What is already happening?
  • Atmospheric CO2 exceeded 414 ppm in 2021 and has continued to increase by approximately 2.4 ppm per year over the last decade. The global ocean absorbs approximately a quarter of anthropogenic carbon dioxide (CO2) emissions annually. 
  • The North Atlantic Ocean contains more anthropogenic CO2 than any other ocean basin, and surface waters are experiencing an ongoing decline in pH (increasing acidity). In some locations, rates of acidification in bottom waters are occurring at a faster rate than surface waters. 
  • Some species are already showing effects from ocean acidification when exposed to short term fluctuations and could be used as indicator species for long-term impacts on marine ecosystems.  

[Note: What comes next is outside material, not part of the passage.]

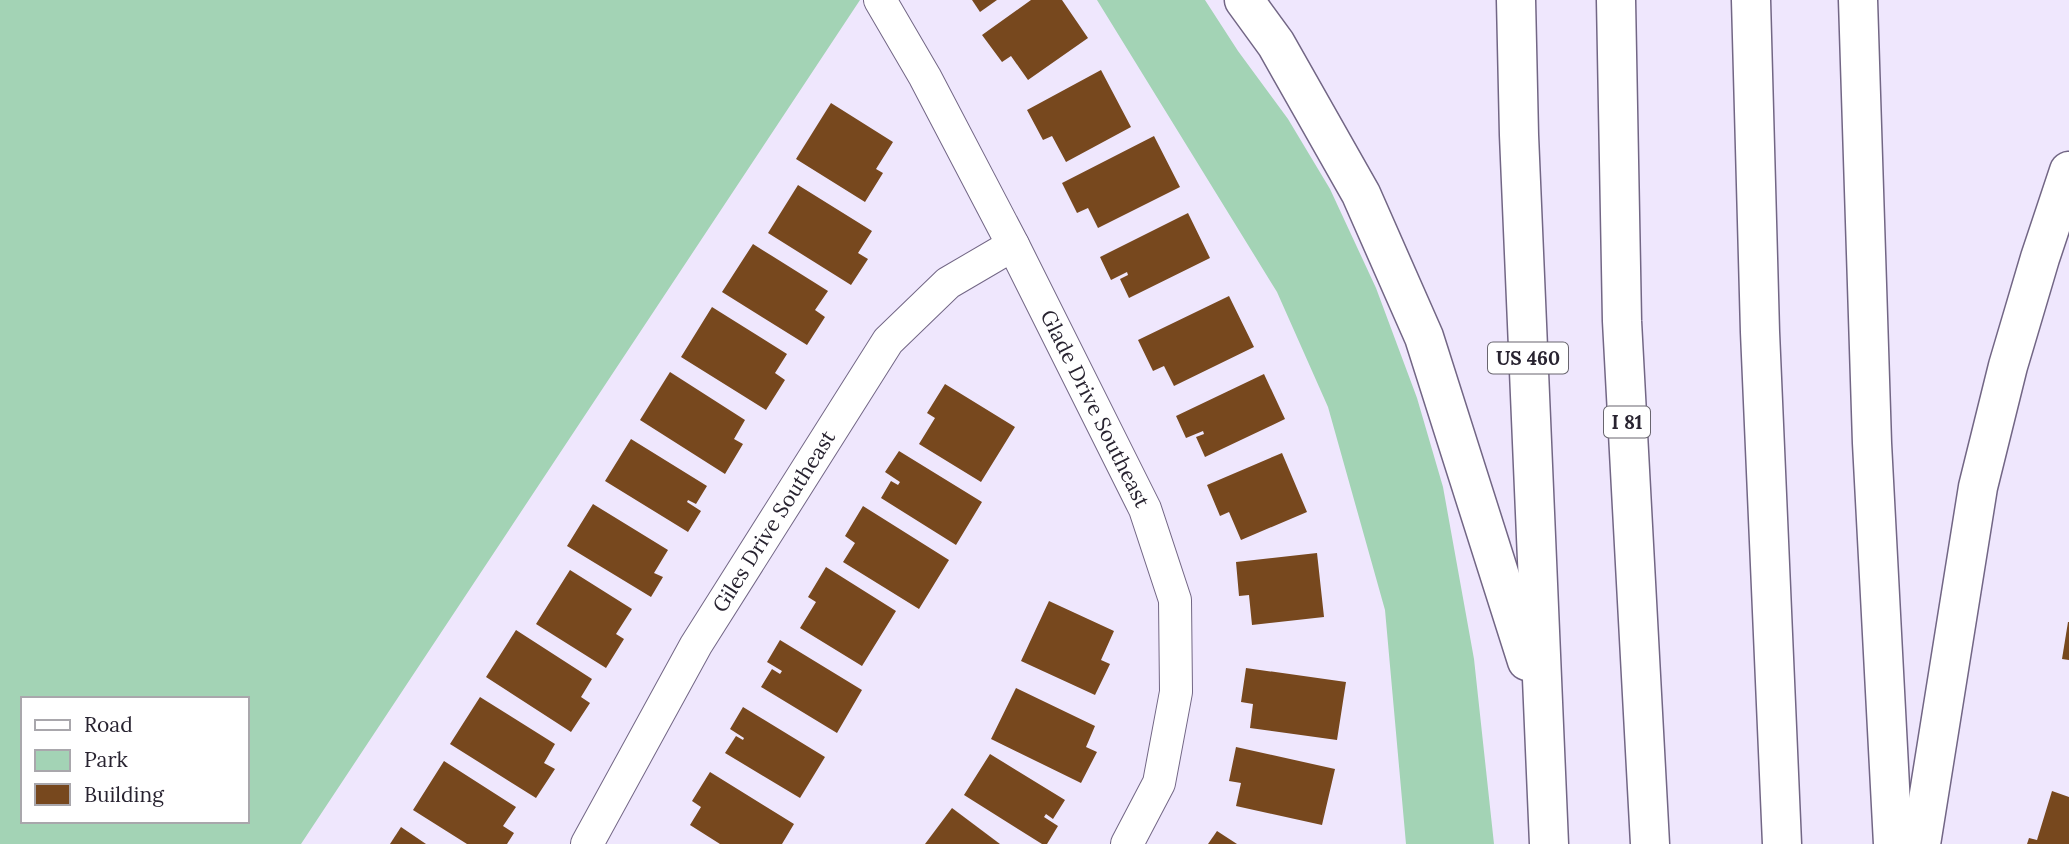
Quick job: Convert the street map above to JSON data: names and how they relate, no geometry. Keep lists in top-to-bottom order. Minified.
{"streets":{"highway":["US 460","I 81"],"street":["Glade Drive Southeast","Giles Drive Southeast"]},"crossings":[["Glade Drive Southeast","Giles Drive Southeast"]],"legend":["Road","Park","Building"]}
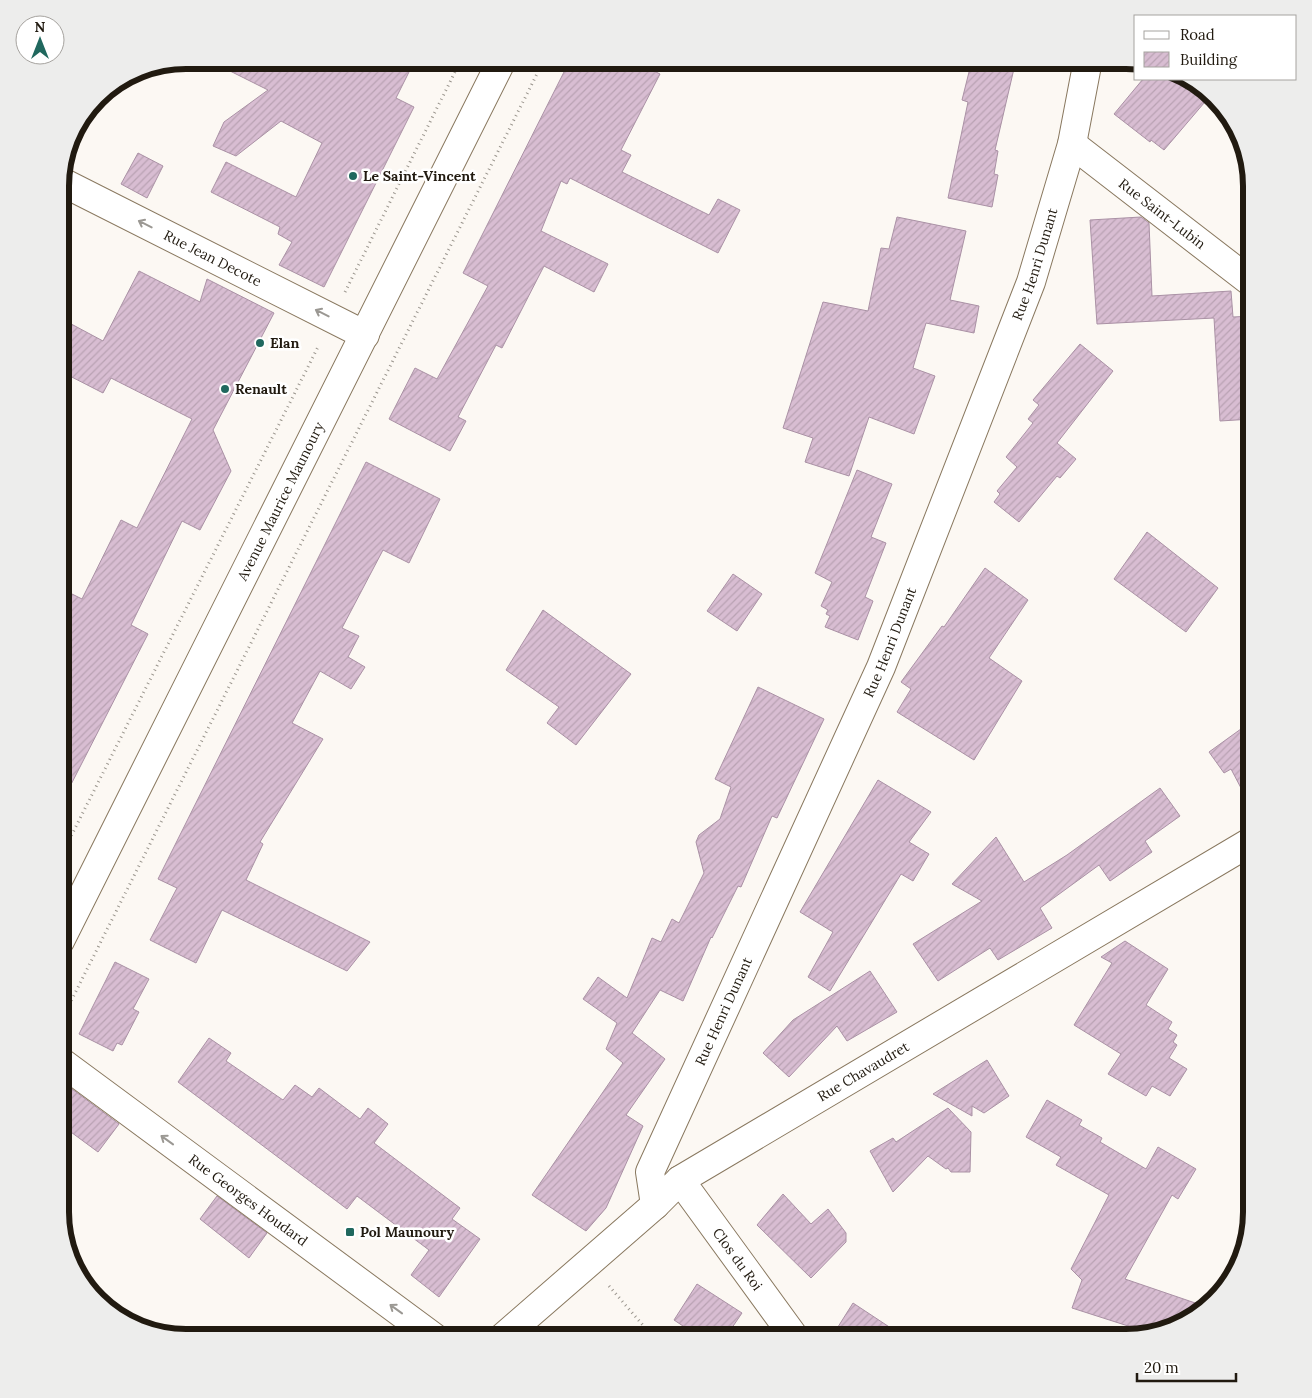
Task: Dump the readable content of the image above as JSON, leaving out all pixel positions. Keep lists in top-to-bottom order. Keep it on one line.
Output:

High evidence, high consensus

The overall confidence is stated as high, but it should be noted this relates to the fundamental chemistry underlying air–sea CO2 exchange and the ocean pH decline from anthropogenic CO2 uptake, which are both well established. In open oceans, the change in chemistry is observable, having been investigated by a multitude of independent techniques (observations, modelling and reanalysis assessments) with concordant results (medium evidence, high agreement). There are still significant knowledge gaps for shelf sea carbonate chemistry, including many of the factors affecting local and short-term variability relevant to ecosystem services.

What could happen in the future?
  • Models project that the average continental shelf seawater pH will continue to decline to year 2050 at similar rates to present day, with rates then increasing in the second half of the century, depending on emissions scenario. 

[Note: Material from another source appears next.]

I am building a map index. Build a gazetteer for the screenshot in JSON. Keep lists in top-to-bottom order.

  • The rate of pH decline in coastal areas is projected to be faster in some areas (e.g. Bristol Channel) than others (e.g. Celtic Seas). 

  • Under high-emission scenarios, it is projected that bottom waters on the north-west European shelf seas will become corrosive to more-soluble forms of calcium carbonate (aragonite). Episodic undersaturation events are projected to begin by 2030.  

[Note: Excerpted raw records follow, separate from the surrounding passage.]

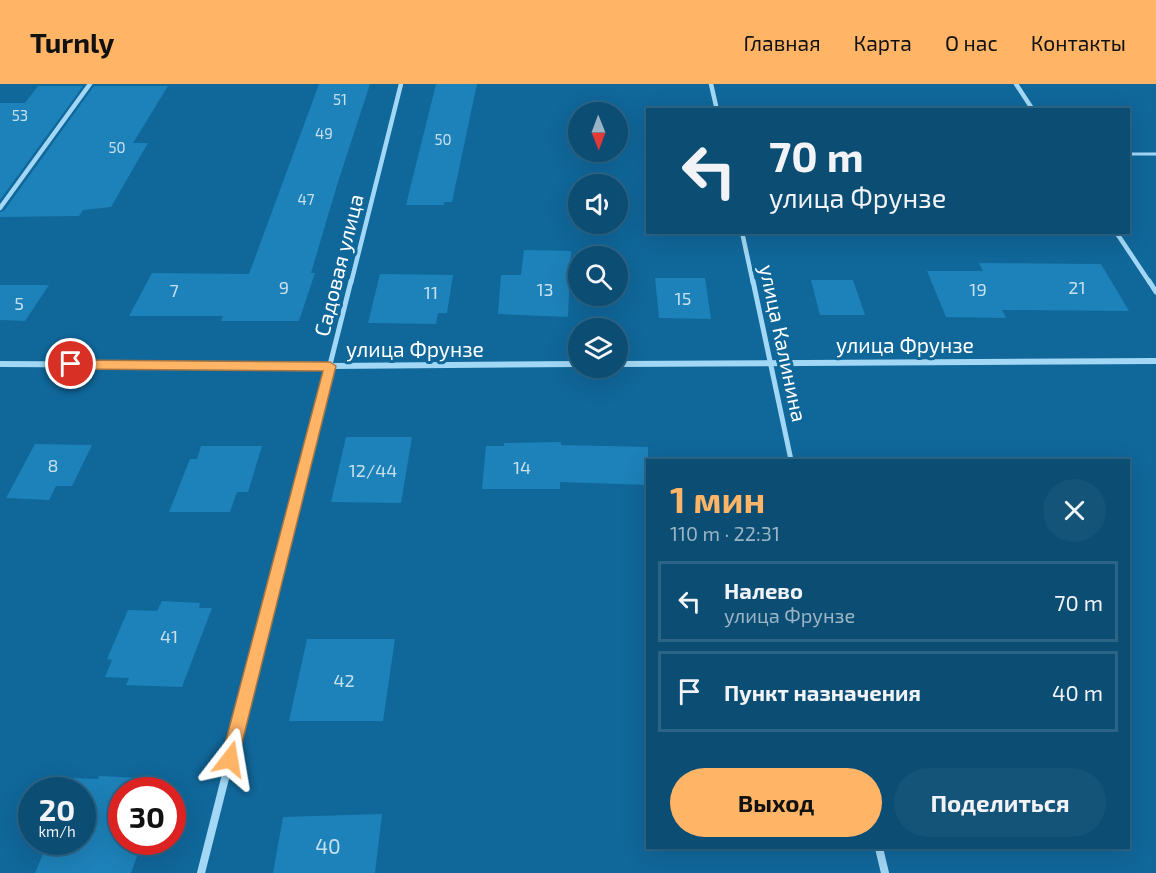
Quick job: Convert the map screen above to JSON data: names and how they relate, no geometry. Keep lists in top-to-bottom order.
{
  "streets": {
    "street": ["Садовая улица", "улица Калинина", "улица Фрунзе"]
  },
  "crossings": [
    ["Садовая улица", "улица Фрунзе"],
    ["улица Калинина", "улица Фрунзе"]
  ],
  "house_numbers": [
    "51",
    "53",
    "49",
    "50",
    "50",
    "47",
    "9",
    "21",
    "13",
    "19",
    "7",
    "11",
    "15",
    "5",
    "8",
    "14",
    "12/44",
    "41",
    "42",
    "40"
  ],
  "north": "bottom",
  "page": {
    "header": "Turnly",
    "nav": [
      "Главная",
      "Карта",
      "О нас",
      "Контакты"
    ],
    "turn": ["70 m", "улица Фрунзе"],
    "heading": ["1 мин", "110 m · 22:31"],
    "list": [
      {
        "name": "Налево",
        "note": "улица Фрунзе",
        "value": "70 m"
      },
      {
        "name": "Пункт назначения",
        "value": "40 m"
      }
    ],
    "buttons": ["Выход", "Поделиться"],
    "speed": "20 km/h",
    "limit": "30"
  }
}
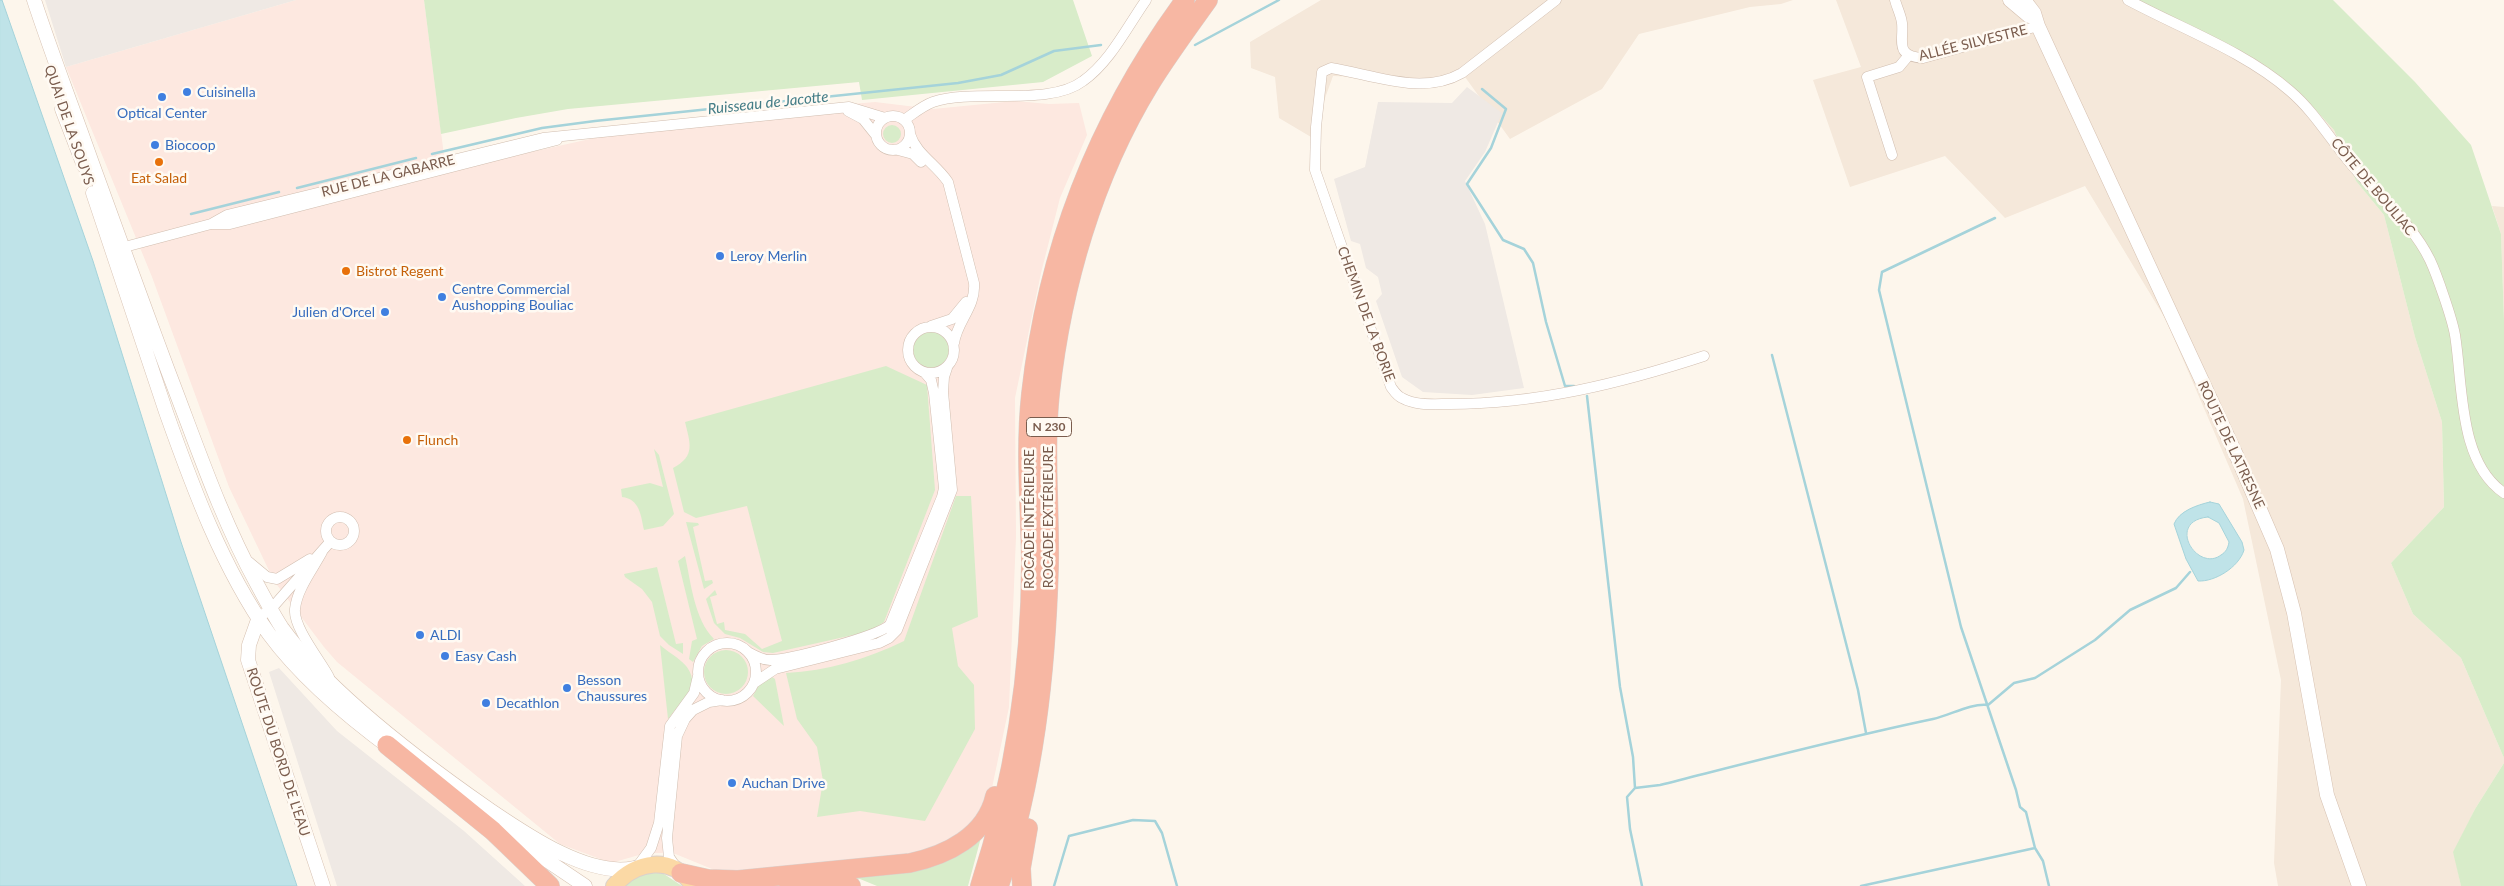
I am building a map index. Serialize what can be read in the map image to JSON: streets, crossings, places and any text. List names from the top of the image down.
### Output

  • By 2100, up to 90% of the north-west European shelf seas may experience undersaturation for at least one month of each year. 

  • High levels of nearshore variability in carbonate chemistry may mean that some coastal species have a higher adaptative capacity than others. However, all species will be at an increased risk from extreme exposure episodes. 


Medium (medium evidence, medium agreement)

As above, it is not easy to give a single confidence value to ‘what could happen in the future’ and there are additional inherent uncertainties relating to societal behaviour and emission pathways. There is very high confidence that global mean seawater pH and saturation states of carbonate minerals will continue to decrease in response to increasing atmospheric CO2. However, specific details of regionally resolved decadal trends and changes in interannual and seasonal variability are less certain, due to the complex interplay of multiple pressures. The high importance of relatively small-scale processes in near-coastal environments adds uncertainty to model results for these regions, although this is improving. These uncertainties, including which future scenario might prevail, and the lack of regional assessment under the lower RCP2.6 scenario, means the overall confidence level is at ‘medium’ for understanding of the future of ocean acidification and its impacts in UK Shelf seas.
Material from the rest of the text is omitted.